The first summit on Healthy Kids and Safe Sports was hosted by President Obama in 2014 to raise awareness of sports-related concussions and US organizations provided funding of more than $70 million for researching and improving awareness of TBI. People are beginning to understand the concussion risk associated with young people playing contact sports or being a soldier, for example. In the clinical management of patients with TBI, non-invasive techniques such as MRI and CT are used to assess the extent of injury and to monitor patients. Using these methods, researchers can evaluate the impact of TBI on cognitive tasks.
Disadvantages of Traditional Techniques
Non-invasive methods are limited in terms of the resolution they can provide. The histologic imaging of tissue does provide a much better resolution and can validate the results obtained using other modalities; however, this can only be done postmortem. Therefore, to increase understanding of the brain, techniques such as CT and MRI need to be combined with postmortem histology. Among the histology technologies available, whole-mount slide imaging such as Huron Digital Pathology’s TissueScope™ solution enables researchers to map the whole brain and link cytoarchitectural maps with functional imaging data.
Whole-Mount Slide Imaging
Whole-mount slide imaging enables innovative processes and outcomes in brain research. Since the TissueScope can accommodate slides of up to 6 x 8”, it is possible to scan an entire slice of the brain at once, allowing a precise 3D reconstruction of the whole brain to be created. In contrast to conventional microscopy, sections need not be excluded, meaning a global image is easier to obtain.
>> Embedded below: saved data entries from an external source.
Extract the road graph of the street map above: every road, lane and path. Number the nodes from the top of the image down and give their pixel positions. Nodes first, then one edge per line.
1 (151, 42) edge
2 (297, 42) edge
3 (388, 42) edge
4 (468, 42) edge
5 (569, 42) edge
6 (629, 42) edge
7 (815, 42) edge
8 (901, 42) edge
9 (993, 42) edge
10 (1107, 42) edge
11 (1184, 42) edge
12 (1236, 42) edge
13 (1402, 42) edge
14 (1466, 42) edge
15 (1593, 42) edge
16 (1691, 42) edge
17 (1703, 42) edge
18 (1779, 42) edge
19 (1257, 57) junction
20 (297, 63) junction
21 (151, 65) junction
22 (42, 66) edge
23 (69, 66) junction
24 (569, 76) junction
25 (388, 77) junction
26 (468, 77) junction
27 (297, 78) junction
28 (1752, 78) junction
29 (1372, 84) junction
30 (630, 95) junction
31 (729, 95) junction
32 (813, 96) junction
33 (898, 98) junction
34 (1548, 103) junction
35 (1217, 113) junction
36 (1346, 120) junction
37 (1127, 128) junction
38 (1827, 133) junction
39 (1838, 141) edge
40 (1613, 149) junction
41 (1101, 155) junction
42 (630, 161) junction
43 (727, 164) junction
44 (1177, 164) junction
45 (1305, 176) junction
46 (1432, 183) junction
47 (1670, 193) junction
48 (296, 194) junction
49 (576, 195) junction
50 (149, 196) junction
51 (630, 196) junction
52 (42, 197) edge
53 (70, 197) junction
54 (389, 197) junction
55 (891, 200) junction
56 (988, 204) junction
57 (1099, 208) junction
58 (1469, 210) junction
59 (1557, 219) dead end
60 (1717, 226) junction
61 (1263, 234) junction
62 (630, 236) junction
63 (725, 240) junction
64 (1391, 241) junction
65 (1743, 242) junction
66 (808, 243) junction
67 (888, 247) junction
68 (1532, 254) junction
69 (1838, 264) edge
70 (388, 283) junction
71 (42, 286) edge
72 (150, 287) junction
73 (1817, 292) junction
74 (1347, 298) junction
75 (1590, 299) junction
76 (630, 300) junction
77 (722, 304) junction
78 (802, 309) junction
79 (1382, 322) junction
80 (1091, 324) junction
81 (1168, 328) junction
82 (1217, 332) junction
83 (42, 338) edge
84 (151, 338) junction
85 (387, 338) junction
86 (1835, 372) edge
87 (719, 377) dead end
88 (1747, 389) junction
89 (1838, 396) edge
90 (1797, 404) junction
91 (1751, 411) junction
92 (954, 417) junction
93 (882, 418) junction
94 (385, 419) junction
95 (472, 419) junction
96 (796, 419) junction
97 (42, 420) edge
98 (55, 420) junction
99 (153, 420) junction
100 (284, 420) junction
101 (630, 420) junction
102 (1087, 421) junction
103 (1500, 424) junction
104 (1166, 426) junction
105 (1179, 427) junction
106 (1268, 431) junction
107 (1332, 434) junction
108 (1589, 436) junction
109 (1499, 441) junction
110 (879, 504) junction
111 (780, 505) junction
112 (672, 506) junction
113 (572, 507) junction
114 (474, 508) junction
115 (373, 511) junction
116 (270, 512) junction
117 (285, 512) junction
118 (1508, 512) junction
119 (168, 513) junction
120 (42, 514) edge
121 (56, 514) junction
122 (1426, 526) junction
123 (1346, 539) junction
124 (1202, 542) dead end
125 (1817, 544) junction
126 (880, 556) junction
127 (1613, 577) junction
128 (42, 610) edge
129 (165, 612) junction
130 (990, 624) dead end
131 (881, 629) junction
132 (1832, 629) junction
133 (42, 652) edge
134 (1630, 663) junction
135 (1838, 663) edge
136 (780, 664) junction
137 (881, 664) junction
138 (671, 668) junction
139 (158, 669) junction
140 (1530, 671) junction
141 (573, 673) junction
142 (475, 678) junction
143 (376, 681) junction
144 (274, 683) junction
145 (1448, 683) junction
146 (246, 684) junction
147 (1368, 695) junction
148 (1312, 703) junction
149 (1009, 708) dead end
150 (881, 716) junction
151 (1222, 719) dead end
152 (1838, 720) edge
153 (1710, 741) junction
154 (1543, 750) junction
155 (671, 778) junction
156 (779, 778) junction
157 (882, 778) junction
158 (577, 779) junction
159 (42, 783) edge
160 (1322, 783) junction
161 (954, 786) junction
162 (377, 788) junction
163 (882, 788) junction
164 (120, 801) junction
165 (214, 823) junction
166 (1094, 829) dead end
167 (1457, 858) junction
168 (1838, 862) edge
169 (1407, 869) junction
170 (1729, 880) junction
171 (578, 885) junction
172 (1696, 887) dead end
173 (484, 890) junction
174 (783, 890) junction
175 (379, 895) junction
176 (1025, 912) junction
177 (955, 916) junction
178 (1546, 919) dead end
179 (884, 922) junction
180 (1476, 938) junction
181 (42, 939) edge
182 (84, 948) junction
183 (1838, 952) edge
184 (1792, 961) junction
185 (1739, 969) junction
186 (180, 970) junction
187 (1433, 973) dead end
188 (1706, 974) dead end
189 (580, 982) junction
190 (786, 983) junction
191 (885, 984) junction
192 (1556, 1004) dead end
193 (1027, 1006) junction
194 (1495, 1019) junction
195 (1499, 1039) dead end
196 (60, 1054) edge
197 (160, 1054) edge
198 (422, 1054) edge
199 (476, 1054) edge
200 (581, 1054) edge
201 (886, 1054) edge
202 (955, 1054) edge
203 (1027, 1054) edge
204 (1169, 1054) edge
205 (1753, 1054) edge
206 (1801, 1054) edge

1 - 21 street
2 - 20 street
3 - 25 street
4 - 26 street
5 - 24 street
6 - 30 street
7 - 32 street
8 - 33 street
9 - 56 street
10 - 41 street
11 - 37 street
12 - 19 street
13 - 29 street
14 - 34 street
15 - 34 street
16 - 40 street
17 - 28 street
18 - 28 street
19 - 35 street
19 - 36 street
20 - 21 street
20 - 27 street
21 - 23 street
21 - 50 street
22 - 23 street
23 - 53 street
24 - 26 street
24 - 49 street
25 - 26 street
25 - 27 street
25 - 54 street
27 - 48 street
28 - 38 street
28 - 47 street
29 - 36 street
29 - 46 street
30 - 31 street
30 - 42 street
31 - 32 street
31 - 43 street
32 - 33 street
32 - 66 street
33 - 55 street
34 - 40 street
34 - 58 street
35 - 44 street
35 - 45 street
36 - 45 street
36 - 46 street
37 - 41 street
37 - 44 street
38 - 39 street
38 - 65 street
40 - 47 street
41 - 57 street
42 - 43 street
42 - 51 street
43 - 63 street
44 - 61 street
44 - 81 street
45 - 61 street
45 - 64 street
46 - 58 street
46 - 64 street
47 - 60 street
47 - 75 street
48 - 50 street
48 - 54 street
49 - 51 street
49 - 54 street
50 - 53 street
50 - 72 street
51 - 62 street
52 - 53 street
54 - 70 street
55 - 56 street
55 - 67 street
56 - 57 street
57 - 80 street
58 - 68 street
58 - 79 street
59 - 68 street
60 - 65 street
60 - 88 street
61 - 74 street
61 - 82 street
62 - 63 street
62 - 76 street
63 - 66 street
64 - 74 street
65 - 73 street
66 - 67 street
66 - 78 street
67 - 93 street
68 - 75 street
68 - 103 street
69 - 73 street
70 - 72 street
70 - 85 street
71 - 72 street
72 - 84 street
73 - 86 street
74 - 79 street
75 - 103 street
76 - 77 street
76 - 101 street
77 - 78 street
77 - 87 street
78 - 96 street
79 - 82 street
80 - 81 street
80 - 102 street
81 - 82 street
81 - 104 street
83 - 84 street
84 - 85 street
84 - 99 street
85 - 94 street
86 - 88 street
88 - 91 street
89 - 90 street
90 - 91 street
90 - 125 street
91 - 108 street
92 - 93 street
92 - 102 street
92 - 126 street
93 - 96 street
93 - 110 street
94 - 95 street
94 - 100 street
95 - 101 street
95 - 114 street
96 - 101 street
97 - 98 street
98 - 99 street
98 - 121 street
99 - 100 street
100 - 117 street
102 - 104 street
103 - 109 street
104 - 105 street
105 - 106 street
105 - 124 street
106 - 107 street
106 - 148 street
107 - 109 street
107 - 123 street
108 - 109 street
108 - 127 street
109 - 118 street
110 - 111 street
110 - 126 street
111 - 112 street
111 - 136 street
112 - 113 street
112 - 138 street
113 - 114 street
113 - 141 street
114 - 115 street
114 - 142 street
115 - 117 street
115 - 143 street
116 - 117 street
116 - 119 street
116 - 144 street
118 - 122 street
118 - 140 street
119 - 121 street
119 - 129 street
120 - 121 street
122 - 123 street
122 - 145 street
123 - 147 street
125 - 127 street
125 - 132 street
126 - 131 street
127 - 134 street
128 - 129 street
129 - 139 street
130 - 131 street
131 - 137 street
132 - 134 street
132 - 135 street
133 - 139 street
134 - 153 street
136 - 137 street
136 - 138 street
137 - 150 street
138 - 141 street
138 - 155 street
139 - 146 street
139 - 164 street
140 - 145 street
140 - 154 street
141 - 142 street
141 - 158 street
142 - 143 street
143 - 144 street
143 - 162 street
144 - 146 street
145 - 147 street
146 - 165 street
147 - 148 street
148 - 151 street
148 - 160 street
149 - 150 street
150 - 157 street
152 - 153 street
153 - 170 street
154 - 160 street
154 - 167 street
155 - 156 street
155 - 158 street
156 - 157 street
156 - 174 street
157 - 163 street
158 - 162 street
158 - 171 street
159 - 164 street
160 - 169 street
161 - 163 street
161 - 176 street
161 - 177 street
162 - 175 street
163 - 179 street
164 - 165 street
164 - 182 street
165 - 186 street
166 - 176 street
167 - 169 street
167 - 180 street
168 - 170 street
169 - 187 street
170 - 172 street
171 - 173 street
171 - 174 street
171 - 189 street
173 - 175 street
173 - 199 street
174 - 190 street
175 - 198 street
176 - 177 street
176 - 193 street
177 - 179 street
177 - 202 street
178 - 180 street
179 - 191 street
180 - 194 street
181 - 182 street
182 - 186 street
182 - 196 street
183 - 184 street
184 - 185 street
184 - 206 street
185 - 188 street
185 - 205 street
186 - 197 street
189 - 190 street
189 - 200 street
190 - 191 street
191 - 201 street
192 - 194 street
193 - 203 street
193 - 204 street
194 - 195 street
To reconstruct a brain image from histology slides, the brain needs to be thinly sliced along one axis. Although thousands of slides require scanning, the TissueScope can image whole slides in just a few minutes. Furthermore, accessories such as the TissueSnap™ enhance throughput by offloading preview scanning and pre-processing, meaning the main scanner can operate at maximum speed and without interruption.
Figure 1. Whole-mount Brain scanned on a 5" x 7" slide at 20X resolution. Image credit: Huron Digital Pathology.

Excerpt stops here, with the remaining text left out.